# I dont know, I really dont



## zero (Nov 26, 2004)

I have no idea where this feeling of hopelessness came from, all I know is it’s here, and doesn’t seem to want to go away. I just keep thinking about how life is so boring, almost like its not worth living at times. This feeling came up on me all of a sudden this morning, and with no weed to combat it, it has been running its course through my sober mind like a rampaging beast through the wild jungles. How long do you have to know someone before scraping thier pipe?



It’s hard to describe, like a cloak of darkness covering your soul. The moment I think I’m happy, It all closes in on me. I get the feeling that nothing will ever be fun again, that I’ll never smile, and that I will go nowhere from this point. The only thing that keeps me going now is the hope that this small pile of resin can help me out a bit. Who knows, mabey it will.



The old cliché “I need drugs to be happy” seems to describe me perfectly. Does that make me an addict? At this point I really don’t care what anyone thinks, this world is fucked anyways, and I will use whatever tools available to help ease my mind. Society’s preconceived notions can kiss my ass, If this is who I am, why fight it?



Why even deny it? Hell yeah, I’m addicted to what I like to do, and mabey it is the only thing that makes me happy. Mabey it’s the only thing that stops me from being a homicidal maniac. Why would anyone even care, it’s my life, and I’ll live it how I want to. Ok, the resin scraping process is done.



The first hit was good. To tell the truth, I’ve had this feeling before. The feeling of immobility, of time passing you by, of being trapped in a place you feel you are never going to ever leave.



The second hit was even better. When I think back to the last time I was really depressed like this and think about the time inbetween, it proves that I was wrong. So much happened, and it was cool, though I never thought anything would be cool again ever. Yep, I was wrong that time.



The third hit was nice, the fourth got me high. I’m beginning to see a new perspective on things. I think depression is a feeling that comes to us all, at some point in our lives, and we just have to find a way to deal with it. Whatever works right? And for me, resin worked.



Ok, I’m high and I’ve taken off the dreary suicidal music I was listening to. My depression has been replaced by a happy indifference. I mean, if I am addicted, like I said earlier, it’s not to a drug, it’s to a happy feeling. It could be called an addiction to being a nicer person, or having a better outlook, or liking yourself or your world a little better. Jesus Christ, I can’t believe some people have the nerve to call drugs bad.



Ok, Now I’m just pissed. Not depressed like earlier, not “I hate the world”, more like “I wanna kill the world”. And I want to do it myself. Personally. I got resin in my mouth, and we all know that can turn a nice smoke session into a disaster. Luckily, I got water. Only one drink, but it’s water none the less.
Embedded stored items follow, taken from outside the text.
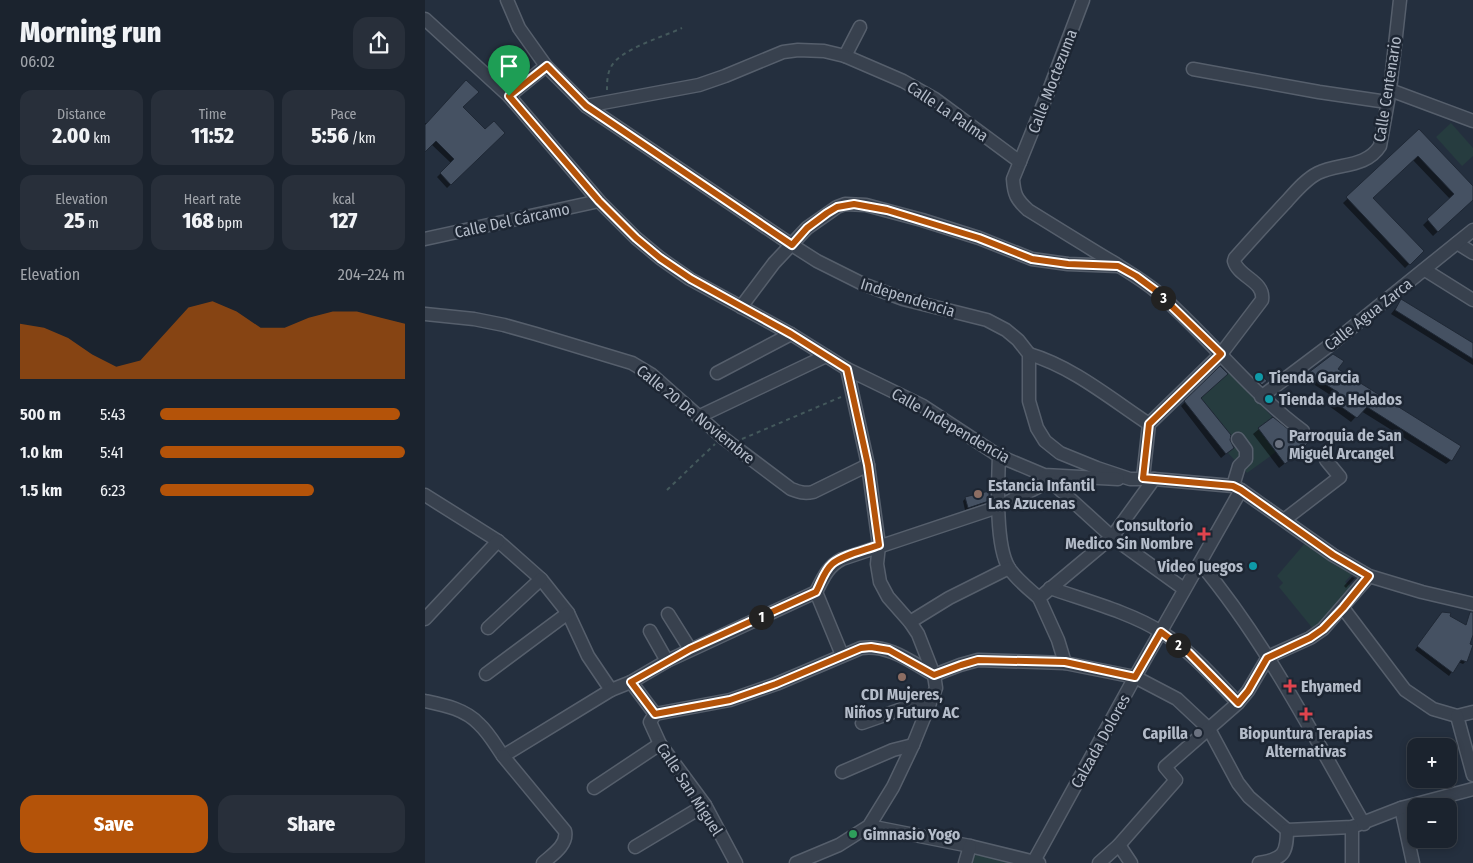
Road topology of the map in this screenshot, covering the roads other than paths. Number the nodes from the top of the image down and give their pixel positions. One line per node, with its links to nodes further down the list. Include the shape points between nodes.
1 (507, 0): 7 (street, Independencia, via 519,28)
2 (1083, 0): 13 (street, Calle Moctezuma)
3 (1399, 0): 10 (street, Calle Centenario)
4 (425, 19): 9 (street, Calle Independencia)
5 (860, 27): 6 (street)
6 (845, 56): 11 (street, Calle La Palma, via 824,51 783,52 699,85); 13 (street, Calle La Palma, via 903,80 935,99)
7 (547, 66): 9 (street); 11 (street, Independencia)
8 (1193, 69): 10 (street, via 1319,92)
9 (509, 96): 14 (street, Calle Independencia)
10 (1389, 96): 12 (street); 27 (street, Calle Centenario, via 1380,146 1375,153 1360,162 1313,176 1235,258 1236,267 1257,285 1262,300)
11 (586, 106): 18 (street, Independencia)
12 (1473, 121)
13 (1020, 162): 20 (street, via 1013,178 1014,192 1020,203)
14 (599, 201): 16 (street, Calle Del Cárcamo); 23 (street, Calle Independencia, via 660,258)
15 (1473, 230): 17 (street, Calle Agua Zarca)
16 (425, 239)
17 (1457, 243): 19 (street); 21 (street, Calle Agua Zarca)
18 (792, 245): 20 (street, via 827,213 837,207 854,204 887,210 960,232 1032,259); 23 (street); 26 (street, Independencia, via 863,284 903,299 987,320 1006,330)
19 (1473, 253)
20 (1118, 266): 27 (street, via 1155,290)
21 (1425, 270): 22 (street); 31 (street, Calle Agua Zarca)
22 (1473, 300)
23 (741, 307): 25 (street, Calle Independencia)
24 (425, 314): 32 (street, Calle 20 De Noviembre, via 504,325 632,363 652,375)
25 (791, 334): 28 (street, Calle Independencia); 30 (street)
26 (1029, 354): 33 (street, via 1066,370); 40 (street, via 1029,402 1045,441 1076,460)
27 (1221, 354): 31 (street); 33 (street)
28 (826, 356): 29 (street, Calle Independencia); 32 (street)
29 (847, 369): 36 (street, Calle Independencia, via 923,406); 38 (street)
30 (717, 373)
31 (1261, 397): 34 (street)
32 (698, 417): 38 (street, Calle 20 De Noviembre, via 791,489 806,494)
33 (1149, 424): 40 (street)
34 (1303, 431)
35 (1238, 439): 41 (street, Calzada Dolores, via 1246,459 1239,466)
36 (999, 456): 39 (street, Calle Independencia); 43 (street)
37 (1326, 460): 44 (street, via 1340,477)
38 (868, 465): 47 (street)
39 (1047, 478): 40 (street, Calle Independencia); 43 (street); 45 (street)
40 (1143, 479): 41 (street); 45 (street)
41 (1237, 488): 44 (street); 48 (street, Calzada Dolores)
42 (425, 495): 46 (street)
43 (998, 507): 47 (street); 49 (street, via 1004,557)
44 (1284, 520): 50 (street)
45 (1112, 537): 52 (street); 53 (street)
46 (498, 541): 51 (street); 60 (street)
47 (879, 545): 54 (street, via 832,564); 61 (street, via 877,564 881,582 888,597)
48 (1200, 563): 53 (street, Calzada Dolores); 67 (street, via 1236,609)
49 (1009, 568): 55 (street); 61 (street)
50 (1369, 576): 56 (street); 57 (street)
51 (541, 579): 58 (street); 62 (street)
52 (1050, 588): 55 (street); 64 (street, via 1139,620)
53 (1184, 589): 64 (street, Calzada Dolores)
54 (816, 592): 65 (street); 66 (street)
55 (1039, 598): 69 (street, via 1059,640)
56 (1473, 604)
57 (1343, 608): 67 (street, via 1310,638); 80 (street, via 1405,690 1428,707)
58 (568, 613): 70 (street); 74 (street, via 588,656)
59 (669, 614): 65 (street)
60 (425, 619)
61 (910, 622): 71 (street, via 921,638)
62 (488, 628)
63 (650, 631): 68 (street)
64 (1161, 632): 72 (street, Calzada Dolores); 77 (street, via 1189,653)
65 (690, 649): 68 (street)
66 (841, 655): 71 (street, via 861,648 881,648); 79 (street, via 730,700)
67 (1267, 658): 77 (street); 92 (street)
68 (667, 661): 73 (street)
69 (1065, 662): 71 (street, via 978,660); 72 (street)
70 (486, 674)
71 (934, 675): 75 (street, via 936,688)
72 (1135, 677): 82 (street, via 1177,699); 98 (street, Calzada Dolores)
73 (631, 682): 74 (street); 79 (street)
74 (611, 690): 85 (street)
75 (933, 698): 81 (street); 84 (street)
76 (425, 701): 85 (street, via 468,714 480,724)
77 (1238, 703): 82 (street)
78 (1473, 712): 80 (street)
79 (655, 714): 83 (street, Calle San Miguel, via 650,722)
80 (1457, 716): 87 (street)
81 (862, 723)
82 (1209, 729): 94 (street, via 1238,783); 95 (street, via 1165,766 1176,780)
83 (660, 744): 88 (street); 90 (street, Calle San Miguel)
84 (913, 745): 86 (street); 93 (street)
85 (503, 756): 99 (street, via 565,831 564,842)
86 (842, 772)
87 (1473, 775)
88 (594, 788)
89 (1473, 788): 91 (street)
90 (705, 806): 97 (street); 100 (street, Calle San Miguel)
91 (1401, 808): 92 (street); 107 (street)
92 (1358, 825): 94 (street); 106 (street)
93 (869, 826): 96 (street); 101 (street, via 839,845)
94 (1287, 830): 105 (street, via 1287,843 1282,855)
95 (1119, 845): 103 (street); 104 (street)
96 (970, 846): 98 (street); 102 (street)
97 (635, 847)
98 (1036, 862)
99 (543, 863)
100 (736, 863)
101 (796, 863)
102 (965, 863)
103 (1099, 863)
104 (1131, 863)
105 (1259, 863)
106 (1352, 863)
107 (1413, 863)

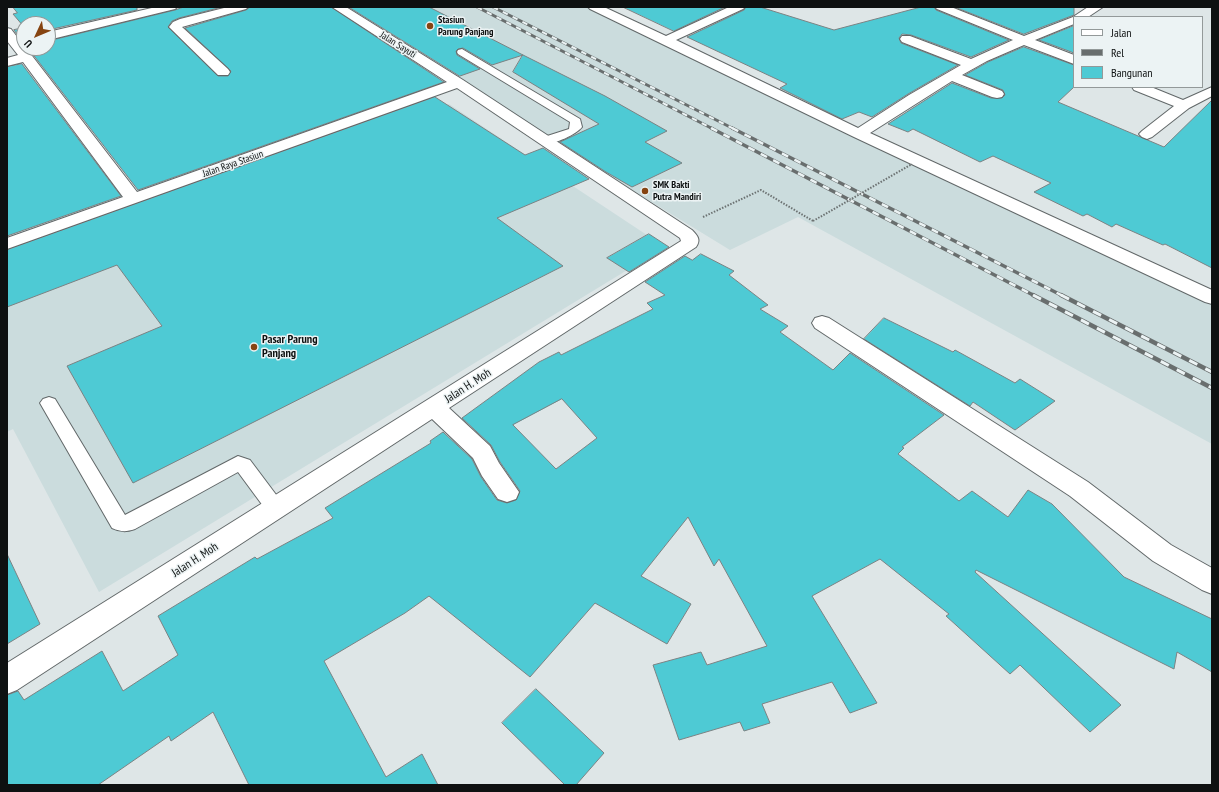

Now I am coming to the realization that I scraped this chicks pipe. And it wont be the last time either, I plan on doing it again later. I have betrayed the sacred trust of another stoner. What a shitbag, I should be drug out in the street and beaten with cattle prods until……..or, wait, me? No. Someone else though for sure.



I can’t even remember why I started writing this, I got really high off that resin. Wow. I’m impressed, a lot of weed doesn’t get me this high. It’s older resin, mabey it improves with age. Cause right now I only smoke new resin, and it never gets me this high. Hell, I might even pay for this shit. Well, no, no I wouldn’t, but it’s not bad for free.



Anyways, um, yeah.


----------



## fabric_letters (Oct 10, 2014)

.......ummmm yeah dude!!! ​


----------



## Plasticweld (Oct 11, 2014)

Well Zero I am not really going to comment on the content of what you wrote as my perspective on life and things is very different.  I will say it is well written and you have presented this in a very readable style.  While you may have not figured out a few things in life, you obviously in my opinion, have a good handle on writing.  This is written with a gut retching honesty that has impact and power, no small feat. 


Welcome back to the forum.  I see your last post was more than 9 years ago. I am looking forward to seeing more of your work...Bob


----------



## The Defenestrator (Oct 13, 2014)

Well damn.  I dig, man.  As someone who has suffered from depression, and done drugs, it captures the perspective on both pretty well -- which is all I can ask as a reader.  I could read this easily and I was able to connect to the sentiments.  SO yeah.  Thanks for sharing.


----------